### EXERCISE INSTRUCTIONS
Please copy every record below exactly, but leave the pictures out.

### Source data
*** Block opens ***
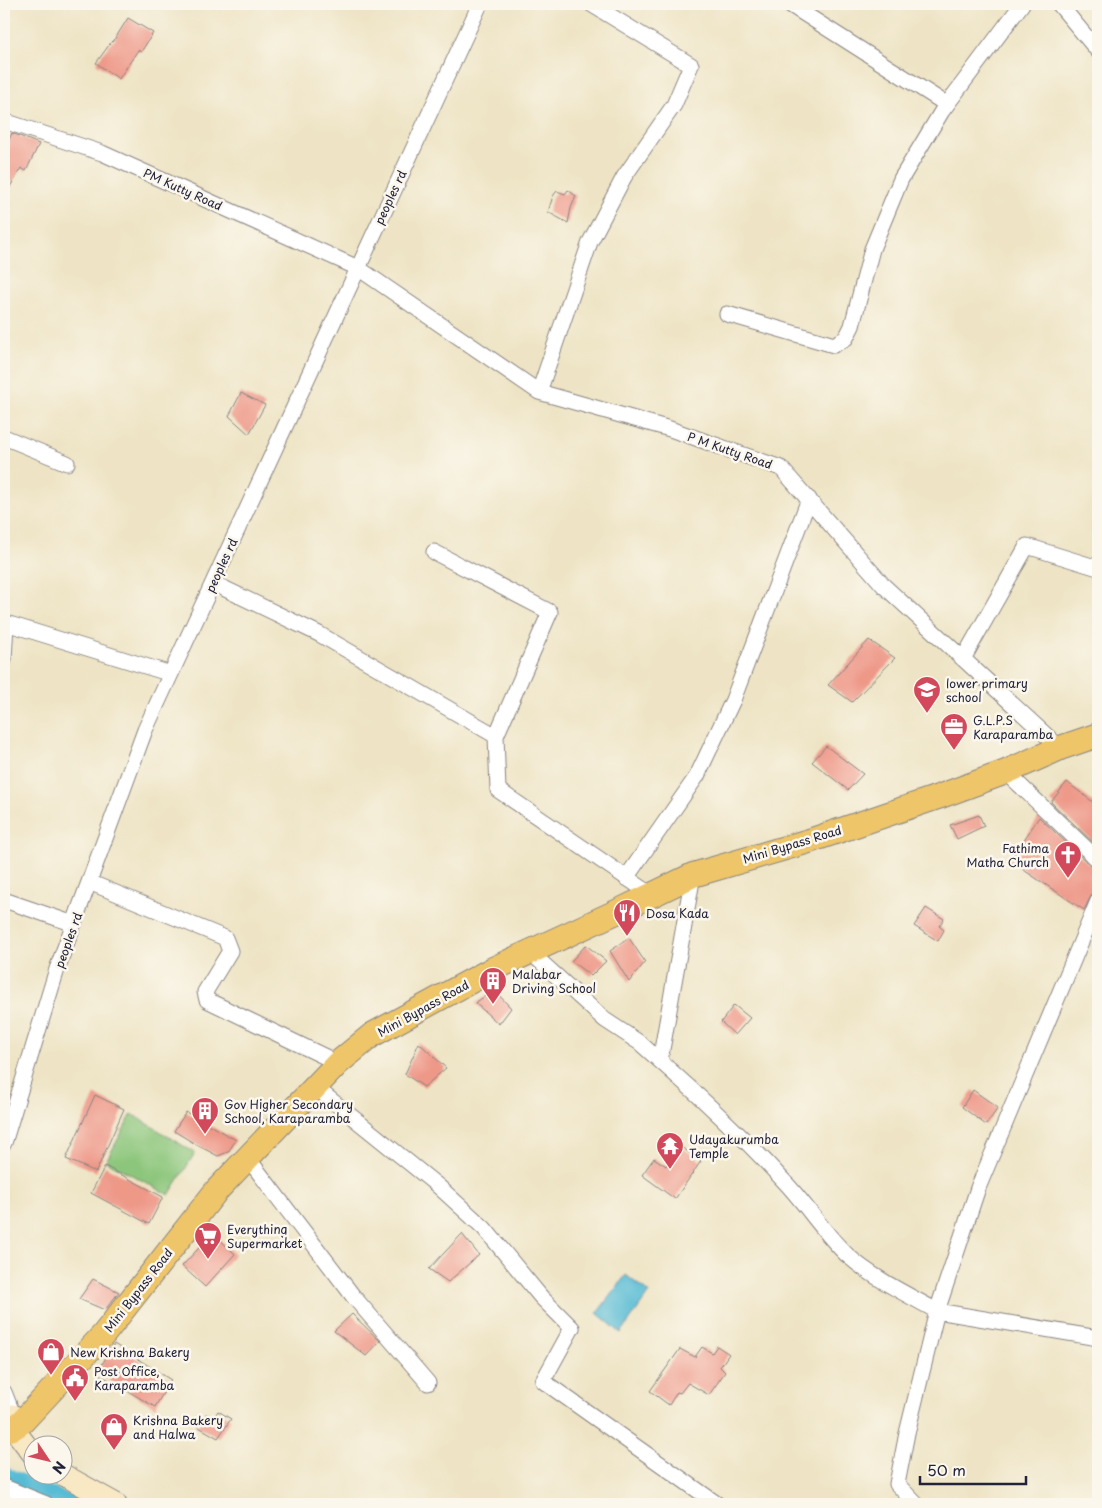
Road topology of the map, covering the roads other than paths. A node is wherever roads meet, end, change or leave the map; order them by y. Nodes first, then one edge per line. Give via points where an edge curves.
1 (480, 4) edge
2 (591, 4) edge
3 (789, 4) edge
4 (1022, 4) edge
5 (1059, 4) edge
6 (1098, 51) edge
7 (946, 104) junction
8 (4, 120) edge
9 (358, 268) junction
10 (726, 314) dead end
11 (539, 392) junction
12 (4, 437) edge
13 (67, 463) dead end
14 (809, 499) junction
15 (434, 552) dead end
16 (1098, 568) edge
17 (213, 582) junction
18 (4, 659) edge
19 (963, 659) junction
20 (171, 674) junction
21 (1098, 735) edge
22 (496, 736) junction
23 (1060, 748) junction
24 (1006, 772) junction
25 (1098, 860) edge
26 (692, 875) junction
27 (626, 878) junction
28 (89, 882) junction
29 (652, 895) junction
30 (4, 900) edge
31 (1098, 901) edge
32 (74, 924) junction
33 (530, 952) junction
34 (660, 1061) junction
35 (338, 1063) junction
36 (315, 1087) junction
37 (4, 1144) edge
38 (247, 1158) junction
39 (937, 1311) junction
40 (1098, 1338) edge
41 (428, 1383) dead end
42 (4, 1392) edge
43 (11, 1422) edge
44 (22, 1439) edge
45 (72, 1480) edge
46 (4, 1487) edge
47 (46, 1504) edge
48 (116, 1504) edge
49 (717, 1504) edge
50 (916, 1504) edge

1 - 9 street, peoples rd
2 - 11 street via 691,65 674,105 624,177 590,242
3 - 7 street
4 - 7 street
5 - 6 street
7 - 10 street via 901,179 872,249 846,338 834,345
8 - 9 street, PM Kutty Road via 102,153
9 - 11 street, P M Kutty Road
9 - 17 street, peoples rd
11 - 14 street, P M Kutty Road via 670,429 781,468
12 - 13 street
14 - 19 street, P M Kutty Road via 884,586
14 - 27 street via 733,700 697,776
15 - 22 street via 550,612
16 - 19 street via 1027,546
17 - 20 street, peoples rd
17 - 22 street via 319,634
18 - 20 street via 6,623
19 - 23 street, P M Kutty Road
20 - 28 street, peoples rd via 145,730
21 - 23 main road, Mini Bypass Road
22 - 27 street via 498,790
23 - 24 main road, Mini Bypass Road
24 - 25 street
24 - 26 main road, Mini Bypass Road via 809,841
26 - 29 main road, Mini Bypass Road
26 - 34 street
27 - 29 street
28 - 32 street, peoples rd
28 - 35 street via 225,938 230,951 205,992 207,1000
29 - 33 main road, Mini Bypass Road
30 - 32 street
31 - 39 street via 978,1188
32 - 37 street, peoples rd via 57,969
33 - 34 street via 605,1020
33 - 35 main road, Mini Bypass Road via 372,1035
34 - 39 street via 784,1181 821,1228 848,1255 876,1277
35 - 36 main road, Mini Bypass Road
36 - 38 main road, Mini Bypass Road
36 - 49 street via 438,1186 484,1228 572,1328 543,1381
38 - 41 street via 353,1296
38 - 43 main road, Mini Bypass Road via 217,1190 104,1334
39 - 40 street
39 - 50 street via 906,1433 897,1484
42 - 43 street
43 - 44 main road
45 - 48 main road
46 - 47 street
*** Block closes ***
### WRITTEN RESPONSE
Road topology of the map, covering the roads other than paths. A node is wherever roads meet, end, change or leave the map; order them by y. Nodes first, then one edge per line. Give via points where an edge curves.
1 (480, 4) edge
2 (591, 4) edge
3 (789, 4) edge
4 (1022, 4) edge
5 (1059, 4) edge
6 (1098, 51) edge
7 (946, 104) junction
8 (4, 120) edge
9 (358, 268) junction
10 (726, 314) dead end
11 (539, 392) junction
12 (4, 437) edge
13 (67, 463) dead end
14 (809, 499) junction
15 (434, 552) dead end
16 (1098, 568) edge
17 (213, 582) junction
18 (4, 659) edge
19 (963, 659) junction
20 (171, 674) junction
21 (1098, 735) edge
22 (496, 736) junction
23 (1060, 748) junction
24 (1006, 772) junction
25 (1098, 860) edge
26 (692, 875) junction
27 (626, 878) junction
28 (89, 882) junction
29 (652, 895) junction
30 (4, 900) edge
31 (1098, 901) edge
32 (74, 924) junction
33 (530, 952) junction
34 (660, 1061) junction
35 (338, 1063) junction
36 (315, 1087) junction
37 (4, 1144) edge
38 (247, 1158) junction
39 (937, 1311) junction
40 (1098, 1338) edge
41 (428, 1383) dead end
42 (4, 1392) edge
43 (11, 1422) edge
44 (22, 1439) edge
45 (72, 1480) edge
46 (4, 1487) edge
47 (46, 1504) edge
48 (116, 1504) edge
49 (717, 1504) edge
50 (916, 1504) edge

1 - 9 street, peoples rd
2 - 11 street via 691,65 674,105 624,177 590,242
3 - 7 street
4 - 7 street
5 - 6 street
7 - 10 street via 901,179 872,249 846,338 834,345
8 - 9 street, PM Kutty Road via 102,153
9 - 11 street, P M Kutty Road
9 - 17 street, peoples rd
11 - 14 street, P M Kutty Road via 670,429 781,468
12 - 13 street
14 - 19 street, P M Kutty Road via 884,586
14 - 27 street via 733,700 697,776
15 - 22 street via 550,612
16 - 19 street via 1027,546
17 - 20 street, peoples rd
17 - 22 street via 319,634
18 - 20 street via 6,623
19 - 23 street, P M Kutty Road
20 - 28 street, peoples rd via 145,730
21 - 23 main road, Mini Bypass Road
22 - 27 street via 498,790
23 - 24 main road, Mini Bypass Road
24 - 25 street
24 - 26 main road, Mini Bypass Road via 809,841
26 - 29 main road, Mini Bypass Road
26 - 34 street
27 - 29 street
28 - 32 street, peoples rd
28 - 35 street via 225,938 230,951 205,992 207,1000
29 - 33 main road, Mini Bypass Road
30 - 32 street
31 - 39 street via 978,1188
32 - 37 street, peoples rd via 57,969
33 - 34 street via 605,1020
33 - 35 main road, Mini Bypass Road via 372,1035
34 - 39 street via 784,1181 821,1228 848,1255 876,1277
35 - 36 main road, Mini Bypass Road
36 - 38 main road, Mini Bypass Road
36 - 49 street via 438,1186 484,1228 572,1328 543,1381
38 - 41 street via 353,1296
38 - 43 main road, Mini Bypass Road via 217,1190 104,1334
39 - 40 street
39 - 50 street via 906,1433 897,1484
42 - 43 street
43 - 44 main road
45 - 48 main road
46 - 47 street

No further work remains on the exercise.